Exercise prompt
Without changing a word, copy every line of the listing below and leave out the images.

- - - - -

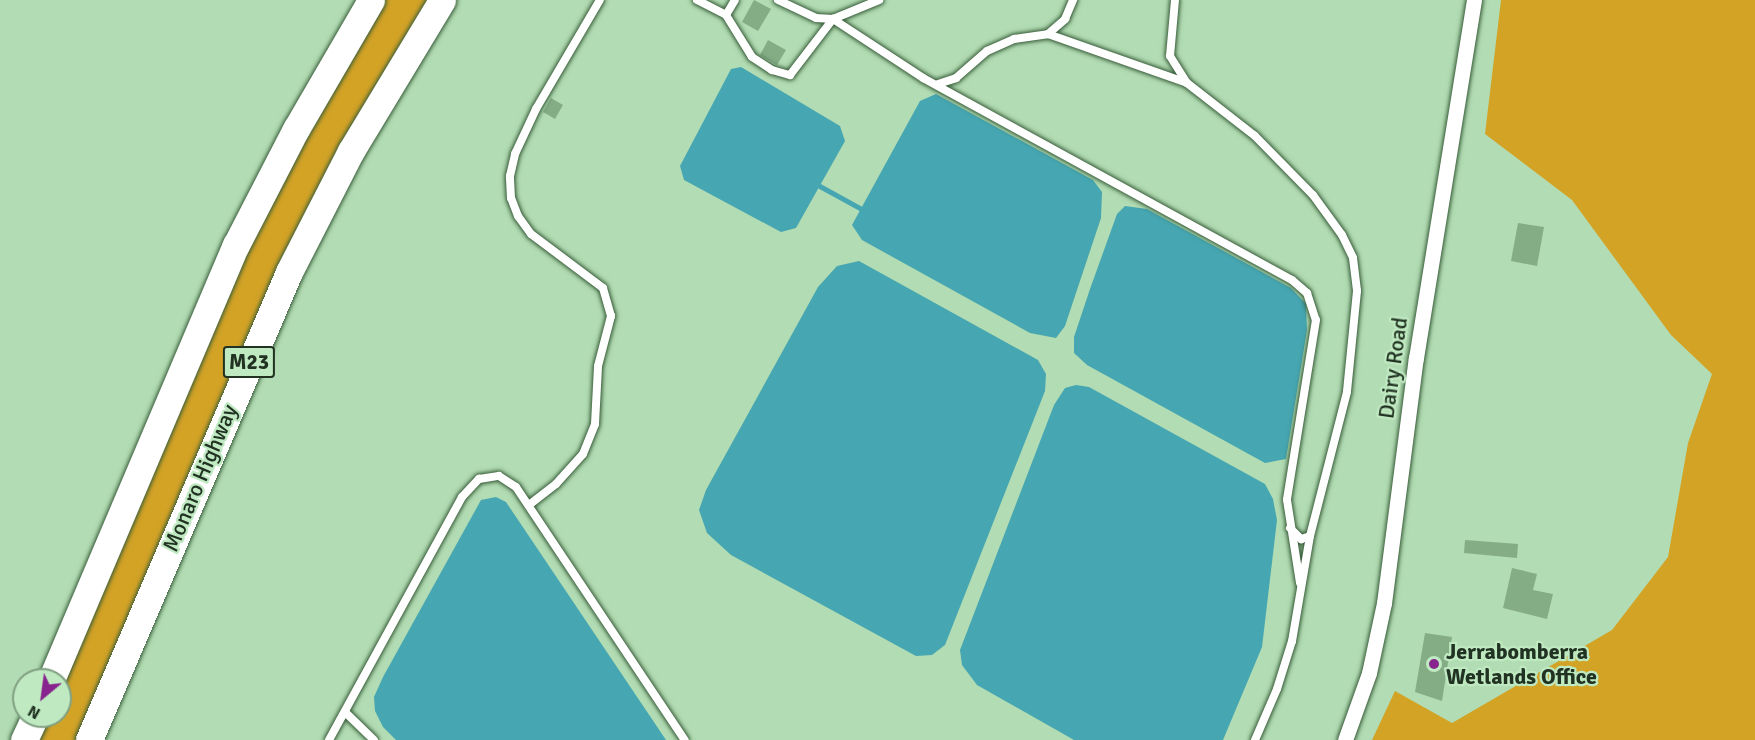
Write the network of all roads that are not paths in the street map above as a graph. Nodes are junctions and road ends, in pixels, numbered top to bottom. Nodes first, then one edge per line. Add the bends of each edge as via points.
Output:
1 (371, 0) edge
2 (442, 0) edge
3 (600, 0) edge
4 (697, 0) edge
5 (735, 0) edge
6 (778, 0) edge
7 (879, 0) edge
8 (1073, 0) edge
9 (1175, 0) edge
10 (1474, 0) edge
11 (726, 15) junction
12 (834, 19) junction
13 (1048, 34) junction
14 (1187, 83) junction
15 (938, 84) junction
16 (528, 505) junction
17 (1290, 528) junction
18 (1310, 536) junction
19 (1300, 583) junction
20 (56, 668) edge
21 (345, 712) junction
22 (89, 740) edge
23 (329, 740) edge
24 (374, 740) edge
25 (685, 740) edge
26 (1255, 740) edge
27 (1345, 740) edge

1 - 20 highway, M23 via 296,129 236,245
2 - 22 highway, Monaro Highway / M23 via 351,151 289,272
3 - 16 lane via 536,109 515,153 510,176 511,198 518,216 531,234 603,288 611,316 598,366 595,423 583,454 556,484
4 - 11 lane
5 - 11 lane
6 - 12 lane via 816,18
7 - 12 lane
8 - 13 lane via 1065,19
9 - 14 lane via 1170,56
10 - 27 street, Dairy Road via 1416,358 1384,603 1369,673
11 - 12 lane via 752,57 772,70 790,75
12 - 15 lane
13 - 14 lane
13 - 15 lane via 1014,39 987,51 956,78
14 - 18 lane via 1255,136 1313,195 1353,258 1356,331 1347,392
15 - 17 lane via 1292,280 1306,292 1316,320 1287,500
16 - 21 lane via 516,487 499,476 479,479 462,497
16 - 25 lane
17 - 18 lane via 1301,539
17 - 19 lane
18 - 19 lane
19 - 26 lane via 1286,663
21 - 23 lane
21 - 24 lane

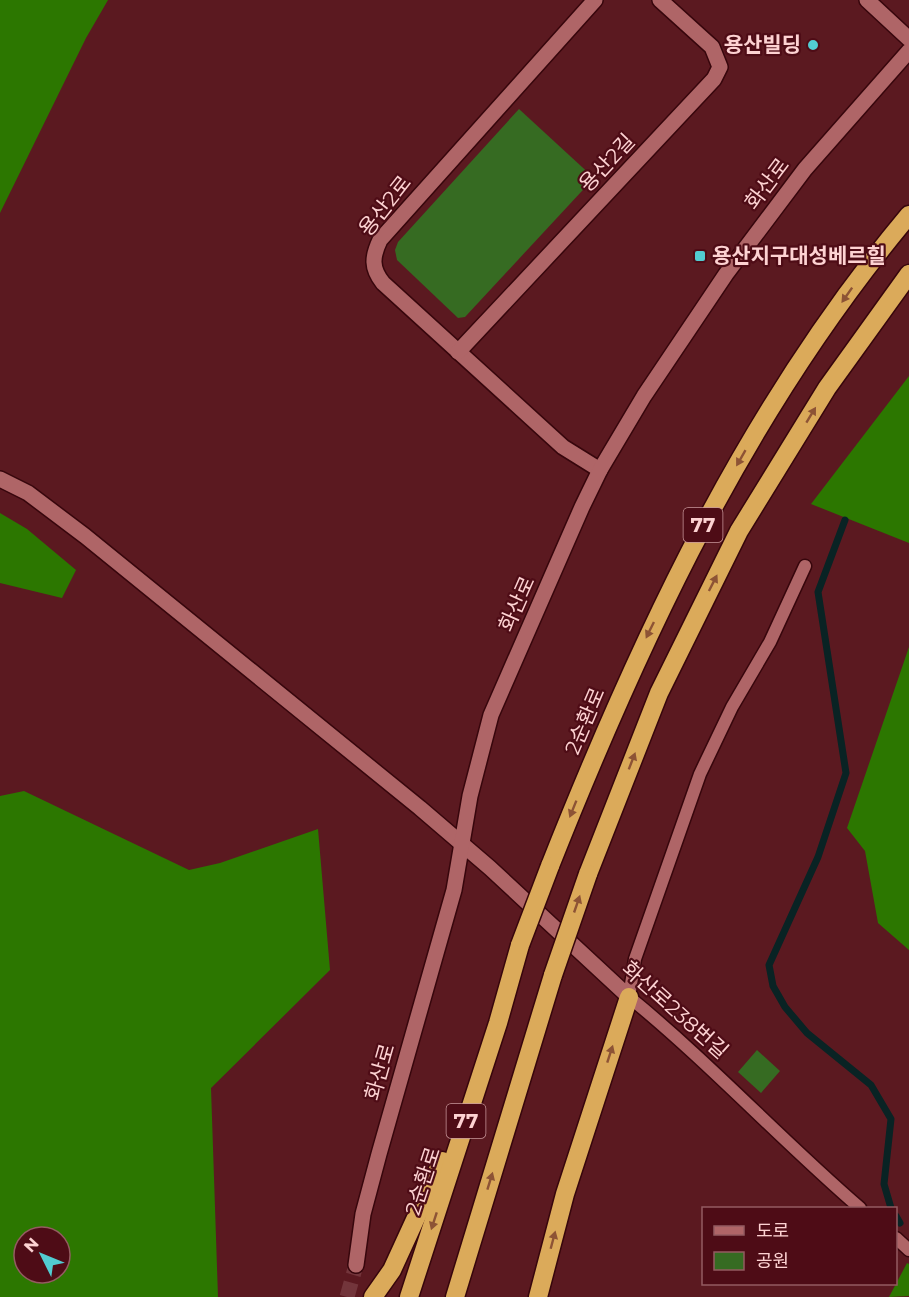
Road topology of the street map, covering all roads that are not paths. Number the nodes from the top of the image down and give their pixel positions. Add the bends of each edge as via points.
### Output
1 (594, 0) edge
2 (660, 0) edge
3 (867, 0) edge
4 (909, 39) edge
5 (909, 51) edge
6 (909, 215) edge
7 (909, 274) edge
8 (458, 352) junction
9 (600, 470) junction
10 (0, 479) edge
11 (806, 566) dead end
12 (461, 845) junction
13 (629, 997) junction
14 (498, 1023) junction
15 (858, 1207) edge
16 (897, 1239) edge
17 (909, 1250) edge
18 (356, 1265) tunnel mouth
19 (373, 1297) edge
20 (409, 1297) edge
21 (455, 1297) edge
22 (538, 1297) edge

1 - 8 main road, 용산2로 via 477,129 376,249 373,266 382,283
2 - 8 main road, 용산2길 via 718,55 720,67 714,79
3 - 4 main road
5 - 9 main road, 화산로 via 805,169 726,274 644,396
6 -> 14 highway, 2순환로 / 77, bridge via 784,383 692,545 638,654 550,866 520,945
21 -> 7 highway, 77, bridge via 553,975 659,693 739,531 827,388
8 - 9 main road, 용산2로 via 563,447
9 - 12 main road, 화산로 via 491,716
10 - 12 main road, 화산로238번길 via 28,493 85,536
11 - 13 lane via 700,774 635,959
12 - 13 main road, 화산로238번길
12 - 18 main road, 화산로 via 454,890 363,1215
13 - 15 lane, 화산로238번길 via 669,1029
22 -> 13 highway via 565,1194
14 - 19 highway via 423,1206 392,1270
14 -> 20 highway, 2순환로 / 77
16 - 17 lane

- - - - -

Answer section
Write the network of all roads that are not paths in the street map above as a graph. Nodes are junctions and road ends, in pixels, numbered top to bottom. Nodes first, then one edge per line. Add the bends of each edge as via points.
Output:
1 (371, 0) edge
2 (442, 0) edge
3 (600, 0) edge
4 (697, 0) edge
5 (735, 0) edge
6 (778, 0) edge
7 (879, 0) edge
8 (1073, 0) edge
9 (1175, 0) edge
10 (1474, 0) edge
11 (726, 15) junction
12 (834, 19) junction
13 (1048, 34) junction
14 (1187, 83) junction
15 (938, 84) junction
16 (528, 505) junction
17 (1290, 528) junction
18 (1310, 536) junction
19 (1300, 583) junction
20 (56, 668) edge
21 (345, 712) junction
22 (89, 740) edge
23 (329, 740) edge
24 (374, 740) edge
25 (685, 740) edge
26 (1255, 740) edge
27 (1345, 740) edge

1 - 20 highway, M23 via 296,129 236,245
2 - 22 highway, Monaro Highway / M23 via 351,151 289,272
3 - 16 lane via 536,109 515,153 510,176 511,198 518,216 531,234 603,288 611,316 598,366 595,423 583,454 556,484
4 - 11 lane
5 - 11 lane
6 - 12 lane via 816,18
7 - 12 lane
8 - 13 lane via 1065,19
9 - 14 lane via 1170,56
10 - 27 street, Dairy Road via 1416,358 1384,603 1369,673
11 - 12 lane via 752,57 772,70 790,75
12 - 15 lane
13 - 14 lane
13 - 15 lane via 1014,39 987,51 956,78
14 - 18 lane via 1255,136 1313,195 1353,258 1356,331 1347,392
15 - 17 lane via 1292,280 1306,292 1316,320 1287,500
16 - 21 lane via 516,487 499,476 479,479 462,497
16 - 25 lane
17 - 18 lane via 1301,539
17 - 19 lane
18 - 19 lane
19 - 26 lane via 1286,663
21 - 23 lane
21 - 24 lane

Road topology of the street map, covering all roads that are not paths. Number the nodes from the top of the image down and give their pixel positions. Add the bends of each edge as via points.
### Output
1 (594, 0) edge
2 (660, 0) edge
3 (867, 0) edge
4 (909, 39) edge
5 (909, 51) edge
6 (909, 215) edge
7 (909, 274) edge
8 (458, 352) junction
9 (600, 470) junction
10 (0, 479) edge
11 (806, 566) dead end
12 (461, 845) junction
13 (629, 997) junction
14 (498, 1023) junction
15 (858, 1207) edge
16 (897, 1239) edge
17 (909, 1250) edge
18 (356, 1265) tunnel mouth
19 (373, 1297) edge
20 (409, 1297) edge
21 (455, 1297) edge
22 (538, 1297) edge

1 - 8 main road, 용산2로 via 477,129 376,249 373,266 382,283
2 - 8 main road, 용산2길 via 718,55 720,67 714,79
3 - 4 main road
5 - 9 main road, 화산로 via 805,169 726,274 644,396
6 -> 14 highway, 2순환로 / 77, bridge via 784,383 692,545 638,654 550,866 520,945
21 -> 7 highway, 77, bridge via 553,975 659,693 739,531 827,388
8 - 9 main road, 용산2로 via 563,447
9 - 12 main road, 화산로 via 491,716
10 - 12 main road, 화산로238번길 via 28,493 85,536
11 - 13 lane via 700,774 635,959
12 - 13 main road, 화산로238번길
12 - 18 main road, 화산로 via 454,890 363,1215
13 - 15 lane, 화산로238번길 via 669,1029
22 -> 13 highway via 565,1194
14 - 19 highway via 423,1206 392,1270
14 -> 20 highway, 2순환로 / 77
16 - 17 lane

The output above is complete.